東洋人的風貌の人間はわたしだけということもあり、スタッフの人たちも、こちらが赴かずとも挨拶をしてくれる。

いつかまた給食センターを見学したいと思っていたので、どなたかに打診しようと思っていたのだが、広報担当、国際部門担当、マネージャーと3名、いずれも女性と挨拶を交わし、今後のつながりを約束した。

次回は、アクシャヤ・パトラの本拠地であるイスコン寺院内にある給食センターを訪問させてもらうことにした。朝の6時半集合となかなかにタフな社会科見学ではあるが、近々、ミューズ・クリエイションのメンバーを中心に参加者を募り、赴きたいと思っている。

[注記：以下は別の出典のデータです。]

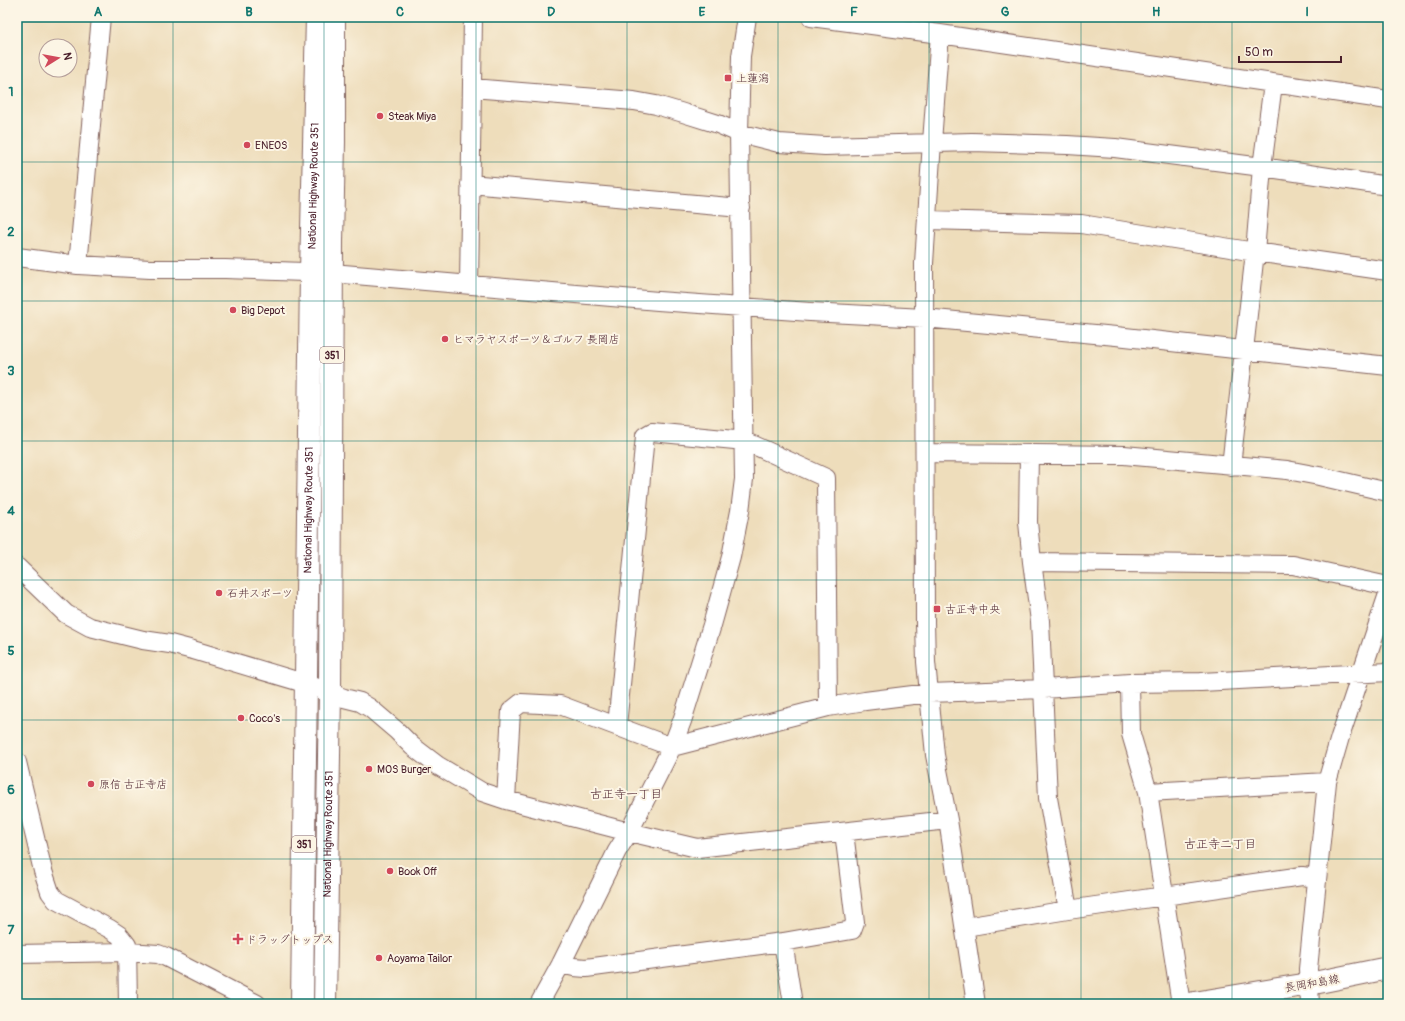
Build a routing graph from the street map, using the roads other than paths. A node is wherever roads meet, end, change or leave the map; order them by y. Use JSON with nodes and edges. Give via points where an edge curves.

なお、同団体は、日本企業からの関心も集めており、昨年は三菱東京UFJ銀行が多額の寄付をしたようだ。なお、この記事にも記されている通り、インドに拠点を置く企業は、収益の一部をCSR活動に充てることが義務付けられている。

(2014年4月、インド新会社法改正。在インドの大企業(売上高100億ルピー)に対し、純利益の2%をCSR活動に支出するよう義務付け)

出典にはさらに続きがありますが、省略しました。